UNT alumni and musicians Pat Boone and David B. Hooten returned to the university April 29 to receive UNT Presidential Medals of Honor in celebration of their musical talents and undeniable impact on the entertainment industry.
Boone, a celebrated musician, actor and motivational speaker studied at UNT from 1954-55. He was a soloist for what is now UNT's One O'Clock Lab Band, and he went on to sell 45 million records with six No. 1 records, 38 "Top 40" hits and 13 Gold Records. He has appeared in more than 15 movies, is a member of the Gospel Music Hall of Fame and has three stars on the Hollywood Walk of Fame. Boone's family founded Mercy Corps, a Christian humanitarian and relief organization.

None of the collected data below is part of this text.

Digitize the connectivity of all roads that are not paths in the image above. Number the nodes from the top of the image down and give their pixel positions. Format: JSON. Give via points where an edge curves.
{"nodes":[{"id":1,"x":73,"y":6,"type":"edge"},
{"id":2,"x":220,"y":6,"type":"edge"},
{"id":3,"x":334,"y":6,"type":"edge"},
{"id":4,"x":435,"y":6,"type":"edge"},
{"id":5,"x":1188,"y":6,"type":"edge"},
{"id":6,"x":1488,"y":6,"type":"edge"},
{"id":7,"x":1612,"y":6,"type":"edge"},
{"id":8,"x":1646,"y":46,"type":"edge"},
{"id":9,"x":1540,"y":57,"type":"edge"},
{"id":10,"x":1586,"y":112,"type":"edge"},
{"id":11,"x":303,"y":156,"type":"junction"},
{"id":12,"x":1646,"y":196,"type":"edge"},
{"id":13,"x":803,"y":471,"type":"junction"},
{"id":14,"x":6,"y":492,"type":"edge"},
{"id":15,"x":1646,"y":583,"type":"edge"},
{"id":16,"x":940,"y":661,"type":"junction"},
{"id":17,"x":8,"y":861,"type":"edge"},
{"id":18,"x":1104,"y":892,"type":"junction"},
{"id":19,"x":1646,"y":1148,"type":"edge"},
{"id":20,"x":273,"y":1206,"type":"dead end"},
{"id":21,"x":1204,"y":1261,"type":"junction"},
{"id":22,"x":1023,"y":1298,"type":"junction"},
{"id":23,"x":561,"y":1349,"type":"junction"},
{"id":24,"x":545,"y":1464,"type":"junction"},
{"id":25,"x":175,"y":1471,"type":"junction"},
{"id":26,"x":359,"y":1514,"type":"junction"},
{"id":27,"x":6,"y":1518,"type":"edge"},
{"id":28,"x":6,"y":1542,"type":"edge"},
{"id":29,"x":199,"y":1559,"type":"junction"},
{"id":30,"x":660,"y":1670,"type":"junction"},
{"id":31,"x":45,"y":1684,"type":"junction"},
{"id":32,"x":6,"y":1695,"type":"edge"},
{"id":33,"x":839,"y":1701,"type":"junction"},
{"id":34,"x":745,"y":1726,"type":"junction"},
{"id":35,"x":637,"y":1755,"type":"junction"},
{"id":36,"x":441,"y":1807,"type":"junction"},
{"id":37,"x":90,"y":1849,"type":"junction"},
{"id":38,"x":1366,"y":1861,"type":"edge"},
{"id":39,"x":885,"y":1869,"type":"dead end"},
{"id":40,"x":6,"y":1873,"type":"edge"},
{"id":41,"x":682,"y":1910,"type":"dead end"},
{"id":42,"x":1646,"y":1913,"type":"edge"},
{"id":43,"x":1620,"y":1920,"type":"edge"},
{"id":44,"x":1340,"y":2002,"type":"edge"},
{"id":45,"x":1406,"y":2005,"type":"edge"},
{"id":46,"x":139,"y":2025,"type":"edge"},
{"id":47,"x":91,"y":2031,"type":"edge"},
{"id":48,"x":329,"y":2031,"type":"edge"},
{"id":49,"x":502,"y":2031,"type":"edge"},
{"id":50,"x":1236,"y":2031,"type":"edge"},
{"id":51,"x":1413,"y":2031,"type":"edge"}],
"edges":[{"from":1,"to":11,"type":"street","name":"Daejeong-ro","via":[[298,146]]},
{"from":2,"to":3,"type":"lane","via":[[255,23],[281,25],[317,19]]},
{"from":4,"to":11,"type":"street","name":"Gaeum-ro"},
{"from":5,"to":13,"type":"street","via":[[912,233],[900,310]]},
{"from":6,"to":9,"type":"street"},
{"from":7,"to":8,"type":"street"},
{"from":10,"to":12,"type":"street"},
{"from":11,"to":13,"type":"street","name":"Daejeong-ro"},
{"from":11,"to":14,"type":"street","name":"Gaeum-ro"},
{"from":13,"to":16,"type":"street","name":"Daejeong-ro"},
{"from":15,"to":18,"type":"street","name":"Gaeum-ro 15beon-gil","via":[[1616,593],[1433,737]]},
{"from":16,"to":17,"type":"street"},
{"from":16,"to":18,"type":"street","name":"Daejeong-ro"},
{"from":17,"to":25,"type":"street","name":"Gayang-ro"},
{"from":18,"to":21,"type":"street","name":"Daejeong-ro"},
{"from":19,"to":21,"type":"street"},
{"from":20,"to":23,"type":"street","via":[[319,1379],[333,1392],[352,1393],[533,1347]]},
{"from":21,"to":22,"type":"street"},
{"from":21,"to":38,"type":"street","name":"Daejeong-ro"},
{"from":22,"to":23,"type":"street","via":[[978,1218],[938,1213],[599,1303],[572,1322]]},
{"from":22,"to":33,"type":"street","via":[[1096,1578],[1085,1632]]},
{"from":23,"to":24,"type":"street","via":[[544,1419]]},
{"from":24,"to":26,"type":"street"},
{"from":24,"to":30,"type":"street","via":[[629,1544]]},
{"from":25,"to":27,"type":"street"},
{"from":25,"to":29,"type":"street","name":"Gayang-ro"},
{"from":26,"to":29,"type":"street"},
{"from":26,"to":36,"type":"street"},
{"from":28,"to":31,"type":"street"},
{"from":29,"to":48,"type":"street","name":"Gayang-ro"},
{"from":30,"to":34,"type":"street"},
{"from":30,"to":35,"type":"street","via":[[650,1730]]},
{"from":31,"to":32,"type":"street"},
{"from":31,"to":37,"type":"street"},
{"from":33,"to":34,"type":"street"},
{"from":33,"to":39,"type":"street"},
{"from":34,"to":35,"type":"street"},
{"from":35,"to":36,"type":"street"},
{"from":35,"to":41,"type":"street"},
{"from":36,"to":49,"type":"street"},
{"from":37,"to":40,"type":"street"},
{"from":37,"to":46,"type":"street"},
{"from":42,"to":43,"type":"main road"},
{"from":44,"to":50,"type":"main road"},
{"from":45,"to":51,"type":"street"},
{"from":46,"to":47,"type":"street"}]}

Hooten received a B.A. in music education from UNT in 1987. He is a multi-Grammy and Emmy nominated musician who has released more than 20 albums and produced or played on over 100 albums. He has performed at both the White House and the Vatican. Hooten established the Children's Music Education Foundation and chaired Red-Tie Night, Oklahoma's single-largest fundraising event benefitting the Oklahoma AIDS Care Fund.
"As musicians and entertainers, UNT alumni Pat Boone and David Hooten have both made us laugh, smile, and tap our feet to the beat. We are thrilled to celebrate their artistic contributions and accomplishments," UNT President Neal Smatresk says.
The UNT Presidential Medal of Honor is the highest presidential honor given at UNT, awarded to individuals who have made significant contributions to UNT and have elevated the university. It has been given out four times during President Smatresk's tenure -- to George Dunham in 2015, Norah Jones in 2016, Abner Haynes in 2017 and Texas Senator Jane Nelson in 2021.
Boone and Hooten were awarded their medals during a private ceremony. Their visit to campus also included a public event where Boone and Hooten spoke to UNT students and others about how they've prepared for success in their performing and entrepreneurial careers.
"It is such a privilege to celebrate Pat Boone and David Hooten, who both have made their alma mater proud with their tremendous impact on the music world," UNT College of Music Dean John W. Richmond says.